Paul Selvaraj Abisheganaden (27 March 1914 in Penang – 31 August 2011 in Singapore) was a Singaporean conductor and 1986 Cultural Medallion recipient for his contributions to music.

== Education ==
Abisheganaden was educated at Serangoon English School and St Andrew's School, passing his Senior Cambridge examinations in 1931. He studied arts subjects at Raffles College and graduated with a Diploma in the Arts in 1934.

== Career ==
Abisheganaden joined the education service and taught at the Geylang English School, where he composed the music and lyric for what was to be the first school anthem, entitled the "Geylang English School Song".

Paul is credited with championing and reviving classical music in Singapore during the 1940s and 1950s.
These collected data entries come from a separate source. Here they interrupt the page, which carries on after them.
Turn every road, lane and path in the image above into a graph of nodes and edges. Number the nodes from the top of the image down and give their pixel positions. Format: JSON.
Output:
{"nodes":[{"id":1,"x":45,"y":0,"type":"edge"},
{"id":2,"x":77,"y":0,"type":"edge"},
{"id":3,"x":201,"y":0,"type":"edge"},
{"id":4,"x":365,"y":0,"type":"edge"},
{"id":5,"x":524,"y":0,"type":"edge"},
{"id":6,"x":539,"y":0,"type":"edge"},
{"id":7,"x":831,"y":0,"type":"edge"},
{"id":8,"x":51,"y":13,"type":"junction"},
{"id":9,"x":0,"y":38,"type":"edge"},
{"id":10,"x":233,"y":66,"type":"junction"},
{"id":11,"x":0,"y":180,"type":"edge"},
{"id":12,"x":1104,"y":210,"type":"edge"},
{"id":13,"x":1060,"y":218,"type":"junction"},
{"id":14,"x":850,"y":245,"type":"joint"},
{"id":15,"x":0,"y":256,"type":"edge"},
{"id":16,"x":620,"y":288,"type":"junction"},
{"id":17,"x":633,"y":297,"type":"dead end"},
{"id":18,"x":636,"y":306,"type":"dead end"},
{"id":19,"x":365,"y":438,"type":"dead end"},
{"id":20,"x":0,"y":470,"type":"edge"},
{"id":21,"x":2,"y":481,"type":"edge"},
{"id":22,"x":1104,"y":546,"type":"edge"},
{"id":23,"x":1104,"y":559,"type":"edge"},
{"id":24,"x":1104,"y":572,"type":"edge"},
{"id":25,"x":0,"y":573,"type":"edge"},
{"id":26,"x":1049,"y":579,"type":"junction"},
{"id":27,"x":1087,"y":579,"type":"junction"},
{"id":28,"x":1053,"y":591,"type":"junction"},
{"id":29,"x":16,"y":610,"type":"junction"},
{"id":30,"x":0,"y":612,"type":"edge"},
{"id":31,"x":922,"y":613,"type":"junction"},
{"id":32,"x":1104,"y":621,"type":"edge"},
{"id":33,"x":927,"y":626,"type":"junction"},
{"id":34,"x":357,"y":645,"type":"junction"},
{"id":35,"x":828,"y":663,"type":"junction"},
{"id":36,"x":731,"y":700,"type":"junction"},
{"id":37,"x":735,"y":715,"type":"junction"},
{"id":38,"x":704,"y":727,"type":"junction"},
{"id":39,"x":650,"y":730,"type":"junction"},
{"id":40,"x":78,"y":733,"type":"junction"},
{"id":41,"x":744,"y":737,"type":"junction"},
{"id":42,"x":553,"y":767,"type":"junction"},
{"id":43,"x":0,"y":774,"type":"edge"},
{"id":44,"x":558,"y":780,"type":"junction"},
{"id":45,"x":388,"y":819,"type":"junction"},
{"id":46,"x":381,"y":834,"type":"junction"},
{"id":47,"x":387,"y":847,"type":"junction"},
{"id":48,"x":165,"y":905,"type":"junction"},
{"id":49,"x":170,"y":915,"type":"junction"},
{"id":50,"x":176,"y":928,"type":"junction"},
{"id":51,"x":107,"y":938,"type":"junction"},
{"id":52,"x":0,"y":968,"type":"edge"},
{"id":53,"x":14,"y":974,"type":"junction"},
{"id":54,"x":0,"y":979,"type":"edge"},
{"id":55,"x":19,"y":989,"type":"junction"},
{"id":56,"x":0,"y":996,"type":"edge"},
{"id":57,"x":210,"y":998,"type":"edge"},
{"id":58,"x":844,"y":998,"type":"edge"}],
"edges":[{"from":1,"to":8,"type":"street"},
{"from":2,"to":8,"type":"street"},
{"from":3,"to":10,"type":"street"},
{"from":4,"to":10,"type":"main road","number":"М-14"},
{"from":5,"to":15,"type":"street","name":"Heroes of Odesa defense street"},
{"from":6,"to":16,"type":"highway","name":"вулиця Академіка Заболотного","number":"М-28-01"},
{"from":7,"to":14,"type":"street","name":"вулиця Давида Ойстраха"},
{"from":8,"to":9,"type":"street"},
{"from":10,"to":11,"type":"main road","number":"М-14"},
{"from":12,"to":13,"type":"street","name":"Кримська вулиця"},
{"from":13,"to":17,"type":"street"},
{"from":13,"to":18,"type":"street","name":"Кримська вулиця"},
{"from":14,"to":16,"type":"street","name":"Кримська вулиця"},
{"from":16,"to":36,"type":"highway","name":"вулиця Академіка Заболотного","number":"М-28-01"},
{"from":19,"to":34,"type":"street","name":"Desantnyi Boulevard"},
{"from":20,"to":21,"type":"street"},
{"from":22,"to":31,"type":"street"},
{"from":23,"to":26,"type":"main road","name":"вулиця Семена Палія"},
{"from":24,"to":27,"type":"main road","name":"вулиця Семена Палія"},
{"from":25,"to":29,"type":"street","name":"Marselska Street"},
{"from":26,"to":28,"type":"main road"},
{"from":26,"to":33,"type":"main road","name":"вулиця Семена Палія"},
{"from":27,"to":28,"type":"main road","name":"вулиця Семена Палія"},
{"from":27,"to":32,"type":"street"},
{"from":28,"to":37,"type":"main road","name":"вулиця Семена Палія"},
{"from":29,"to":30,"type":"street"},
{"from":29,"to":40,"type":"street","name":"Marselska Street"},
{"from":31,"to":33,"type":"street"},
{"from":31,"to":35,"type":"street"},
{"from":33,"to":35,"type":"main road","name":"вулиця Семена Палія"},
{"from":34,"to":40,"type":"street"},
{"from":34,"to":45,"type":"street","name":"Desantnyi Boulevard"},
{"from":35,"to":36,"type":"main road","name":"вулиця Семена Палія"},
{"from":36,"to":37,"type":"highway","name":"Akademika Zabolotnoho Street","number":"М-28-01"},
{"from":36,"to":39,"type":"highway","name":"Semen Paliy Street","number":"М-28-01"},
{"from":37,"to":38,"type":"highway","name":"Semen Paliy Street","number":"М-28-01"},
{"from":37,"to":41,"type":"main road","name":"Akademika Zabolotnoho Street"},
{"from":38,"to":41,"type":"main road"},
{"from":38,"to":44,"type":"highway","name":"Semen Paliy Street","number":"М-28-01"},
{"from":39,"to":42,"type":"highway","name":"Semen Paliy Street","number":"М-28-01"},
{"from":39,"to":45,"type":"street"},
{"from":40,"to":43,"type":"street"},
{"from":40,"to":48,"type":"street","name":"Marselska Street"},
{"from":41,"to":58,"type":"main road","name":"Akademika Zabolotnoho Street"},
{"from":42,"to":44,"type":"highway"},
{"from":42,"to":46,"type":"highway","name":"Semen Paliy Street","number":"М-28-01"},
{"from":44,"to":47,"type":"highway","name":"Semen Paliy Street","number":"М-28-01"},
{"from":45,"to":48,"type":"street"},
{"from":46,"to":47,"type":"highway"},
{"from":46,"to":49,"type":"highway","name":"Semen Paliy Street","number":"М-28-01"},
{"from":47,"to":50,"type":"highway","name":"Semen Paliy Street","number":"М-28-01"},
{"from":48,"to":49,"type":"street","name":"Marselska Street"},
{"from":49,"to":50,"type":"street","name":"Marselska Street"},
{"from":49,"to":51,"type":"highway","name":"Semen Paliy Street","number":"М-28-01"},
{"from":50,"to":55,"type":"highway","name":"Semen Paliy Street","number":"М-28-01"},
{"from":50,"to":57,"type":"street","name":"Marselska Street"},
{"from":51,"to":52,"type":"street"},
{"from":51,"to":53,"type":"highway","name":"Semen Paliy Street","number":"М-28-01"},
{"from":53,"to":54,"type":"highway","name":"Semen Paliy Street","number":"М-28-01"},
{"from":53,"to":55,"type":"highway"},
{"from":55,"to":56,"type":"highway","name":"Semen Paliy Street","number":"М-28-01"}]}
He founded one of the country's first string ensembles. As an educator, he was the principal of Victoria School from 1959 to 1961 and the principal of Teacher's Training College from 1963 to 1968. He later taught in the music department of the National University of Singapore for decades.

== Personal life and death ==
Abisheganaden died on 31 August 2011, at National University Hospital in Singapore at the age of 97. He was survived by three daughters, eight grandchildren and ten great-grandchildren. He was predeceased by his wife. His younger brother, Alex Abisheganaden, was a classical guitarist.

Abisheganaden's funeral service was held on 3 September 2011, at St Andrew's Cathedral, where he served as choir master.